In 1949 Elizabeth Eames became Special Acting Assistant Keeper in the Department of British and Medieval Antiquities in the British Museum. She had been appointed to unwrap and catalogue the department's collections, which had been sent away to safe places for the duration of the Second World War. But before long she was invited to work on the collection of medieval floor-tiles that the trustees had acquired, with a grant from the National Art Collections Fund from the Duke of Rutland in April 1947 to augment the not inconsiderable collection already in the museum.
Writing in the Archaeological Newsletter for October 1948, Rupert Bruce-Mitford discussed progress in medieval archaeology, referring to a landmark in the subject, the London Museum Medieval Catalogue, to Gerald Dunning's work on medieval pottery – and to the British Museum's plans to publish a catalogue of its medieval tiles, so recently enlarged by the acquisition of the Rutland Collection. He remarked that with these works "the foundations of medieval archaeology will have been well and truly laid".
By the 1960s Eames's domain was a tiny room at 1a Montague Street, with a desk, filing cabinet, bookcase and a phone, which she disliked using. In the basement were three rooms, with racks and low-drawered mahogany cabinets containing the largest and most important collection of medieval floor-tiles in the world.

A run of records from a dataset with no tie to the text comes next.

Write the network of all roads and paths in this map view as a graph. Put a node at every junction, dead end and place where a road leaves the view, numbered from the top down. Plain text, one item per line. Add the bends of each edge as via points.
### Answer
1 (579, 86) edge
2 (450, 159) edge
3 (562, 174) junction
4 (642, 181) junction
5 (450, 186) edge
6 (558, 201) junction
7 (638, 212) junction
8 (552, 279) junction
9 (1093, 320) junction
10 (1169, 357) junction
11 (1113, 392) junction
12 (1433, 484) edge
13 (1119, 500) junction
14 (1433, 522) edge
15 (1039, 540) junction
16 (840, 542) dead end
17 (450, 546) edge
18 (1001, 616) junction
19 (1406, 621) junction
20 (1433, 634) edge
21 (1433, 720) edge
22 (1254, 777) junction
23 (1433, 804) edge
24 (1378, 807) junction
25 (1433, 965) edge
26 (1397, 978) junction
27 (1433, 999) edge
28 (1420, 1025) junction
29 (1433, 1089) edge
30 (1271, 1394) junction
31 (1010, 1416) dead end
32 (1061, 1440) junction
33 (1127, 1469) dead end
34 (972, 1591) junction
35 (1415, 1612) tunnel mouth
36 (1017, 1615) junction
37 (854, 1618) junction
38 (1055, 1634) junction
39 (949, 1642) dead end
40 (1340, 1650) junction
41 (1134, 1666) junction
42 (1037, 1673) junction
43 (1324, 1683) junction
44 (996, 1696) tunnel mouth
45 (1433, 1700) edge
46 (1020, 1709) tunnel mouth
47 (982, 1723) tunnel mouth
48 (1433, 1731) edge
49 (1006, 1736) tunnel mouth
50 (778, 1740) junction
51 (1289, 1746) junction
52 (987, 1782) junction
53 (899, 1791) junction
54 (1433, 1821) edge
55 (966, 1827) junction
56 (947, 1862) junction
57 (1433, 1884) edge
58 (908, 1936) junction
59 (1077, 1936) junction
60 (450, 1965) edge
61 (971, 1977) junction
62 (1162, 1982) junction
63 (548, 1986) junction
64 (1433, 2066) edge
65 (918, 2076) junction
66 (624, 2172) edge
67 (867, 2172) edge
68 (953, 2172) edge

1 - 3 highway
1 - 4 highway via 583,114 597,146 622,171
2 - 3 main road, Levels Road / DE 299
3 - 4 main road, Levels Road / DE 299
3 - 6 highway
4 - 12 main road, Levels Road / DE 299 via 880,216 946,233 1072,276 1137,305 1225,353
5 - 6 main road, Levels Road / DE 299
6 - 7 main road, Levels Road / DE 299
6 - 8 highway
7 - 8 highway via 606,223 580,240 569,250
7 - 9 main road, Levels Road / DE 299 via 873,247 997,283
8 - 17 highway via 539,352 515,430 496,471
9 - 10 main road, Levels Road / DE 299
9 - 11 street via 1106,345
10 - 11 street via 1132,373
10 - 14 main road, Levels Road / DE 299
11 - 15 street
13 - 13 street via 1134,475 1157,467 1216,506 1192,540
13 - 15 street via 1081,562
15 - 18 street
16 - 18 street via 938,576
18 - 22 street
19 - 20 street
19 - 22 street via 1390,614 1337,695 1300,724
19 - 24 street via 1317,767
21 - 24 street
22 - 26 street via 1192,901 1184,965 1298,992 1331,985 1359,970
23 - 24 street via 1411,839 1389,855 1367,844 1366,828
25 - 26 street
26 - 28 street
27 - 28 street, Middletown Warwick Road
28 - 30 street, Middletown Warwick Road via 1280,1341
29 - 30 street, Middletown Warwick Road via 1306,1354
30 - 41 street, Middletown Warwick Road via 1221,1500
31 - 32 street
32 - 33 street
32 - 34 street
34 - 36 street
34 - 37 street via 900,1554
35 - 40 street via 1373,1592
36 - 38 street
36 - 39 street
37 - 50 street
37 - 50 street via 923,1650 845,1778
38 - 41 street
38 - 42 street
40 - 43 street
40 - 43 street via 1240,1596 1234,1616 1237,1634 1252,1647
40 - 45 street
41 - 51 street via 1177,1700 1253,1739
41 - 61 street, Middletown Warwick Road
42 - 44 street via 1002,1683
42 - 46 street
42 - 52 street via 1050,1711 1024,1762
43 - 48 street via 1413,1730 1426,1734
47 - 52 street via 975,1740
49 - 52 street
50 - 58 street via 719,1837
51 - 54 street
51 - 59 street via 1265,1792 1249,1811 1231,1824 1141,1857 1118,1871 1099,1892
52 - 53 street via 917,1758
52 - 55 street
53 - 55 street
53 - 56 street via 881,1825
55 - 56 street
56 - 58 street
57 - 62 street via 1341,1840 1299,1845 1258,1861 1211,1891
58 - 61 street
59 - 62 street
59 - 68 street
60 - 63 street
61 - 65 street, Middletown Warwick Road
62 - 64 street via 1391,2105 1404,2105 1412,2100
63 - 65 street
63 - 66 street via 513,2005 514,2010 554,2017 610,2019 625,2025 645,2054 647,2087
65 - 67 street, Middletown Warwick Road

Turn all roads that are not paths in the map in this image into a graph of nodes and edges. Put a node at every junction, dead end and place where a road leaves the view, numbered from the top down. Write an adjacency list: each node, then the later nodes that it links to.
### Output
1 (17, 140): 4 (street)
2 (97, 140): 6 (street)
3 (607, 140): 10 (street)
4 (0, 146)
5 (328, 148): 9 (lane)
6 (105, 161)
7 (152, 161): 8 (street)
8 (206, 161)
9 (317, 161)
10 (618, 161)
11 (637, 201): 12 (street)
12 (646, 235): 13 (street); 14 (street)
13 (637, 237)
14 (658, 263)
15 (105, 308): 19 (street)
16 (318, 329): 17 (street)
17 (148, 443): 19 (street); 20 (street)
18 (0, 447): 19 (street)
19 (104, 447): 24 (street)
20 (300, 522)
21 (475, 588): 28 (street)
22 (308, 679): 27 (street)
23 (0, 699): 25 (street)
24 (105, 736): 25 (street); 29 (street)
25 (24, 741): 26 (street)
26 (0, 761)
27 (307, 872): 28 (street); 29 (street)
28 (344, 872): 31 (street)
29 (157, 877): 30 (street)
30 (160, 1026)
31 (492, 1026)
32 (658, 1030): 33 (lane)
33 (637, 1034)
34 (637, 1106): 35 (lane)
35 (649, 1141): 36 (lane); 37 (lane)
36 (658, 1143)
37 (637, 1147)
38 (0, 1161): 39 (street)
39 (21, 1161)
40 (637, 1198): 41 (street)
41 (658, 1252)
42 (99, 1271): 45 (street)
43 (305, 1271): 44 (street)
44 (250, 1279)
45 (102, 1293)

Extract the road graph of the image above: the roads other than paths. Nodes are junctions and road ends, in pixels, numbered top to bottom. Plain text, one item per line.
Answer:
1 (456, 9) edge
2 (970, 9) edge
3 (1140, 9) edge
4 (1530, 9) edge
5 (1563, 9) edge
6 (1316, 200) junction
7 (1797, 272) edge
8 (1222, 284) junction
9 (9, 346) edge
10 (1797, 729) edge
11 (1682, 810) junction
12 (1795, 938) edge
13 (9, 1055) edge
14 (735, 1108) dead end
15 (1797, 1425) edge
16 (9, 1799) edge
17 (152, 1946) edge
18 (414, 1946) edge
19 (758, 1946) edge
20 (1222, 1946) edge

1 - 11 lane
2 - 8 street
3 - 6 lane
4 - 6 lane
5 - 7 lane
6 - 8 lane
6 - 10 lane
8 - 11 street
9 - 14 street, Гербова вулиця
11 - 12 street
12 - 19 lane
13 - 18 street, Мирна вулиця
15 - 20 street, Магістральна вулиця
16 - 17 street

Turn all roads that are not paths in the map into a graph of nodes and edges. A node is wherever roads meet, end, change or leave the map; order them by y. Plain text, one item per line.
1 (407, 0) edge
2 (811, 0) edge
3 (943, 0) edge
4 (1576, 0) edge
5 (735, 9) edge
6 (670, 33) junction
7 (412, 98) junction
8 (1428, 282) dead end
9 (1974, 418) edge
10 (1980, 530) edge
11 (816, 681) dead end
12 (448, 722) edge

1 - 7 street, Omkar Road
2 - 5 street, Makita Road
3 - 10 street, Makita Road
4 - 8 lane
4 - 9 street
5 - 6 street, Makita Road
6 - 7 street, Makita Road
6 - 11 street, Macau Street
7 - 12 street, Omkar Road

The Rutland acquisition included the Canynges pavement from Bristol, pieces of pavement from Halesowen, West Midlands, part of a pavement from Burton Lazars, Leicestershire, tiles from Byland Abbey, Yorkshire, from the tile-kiln at Bawsey, Norfolk, and masses of tiles from the abbeys at Hailes, Chertsey, Rievaulx and Maxstoke Priory. Already in the museum's collection were more than 3,000 tiles from Chertsey Abbey and the decorated wall-tiles from Tring, Hertfordshire.
The list of material demonstrates the enormous diversity and quality of tiles that Eames had to study and understand. Nothing had been published properly and questions about the techniques of production had never been raised. Eames had to start from scratch, acquiring an unsurpassed knowledge of the literature.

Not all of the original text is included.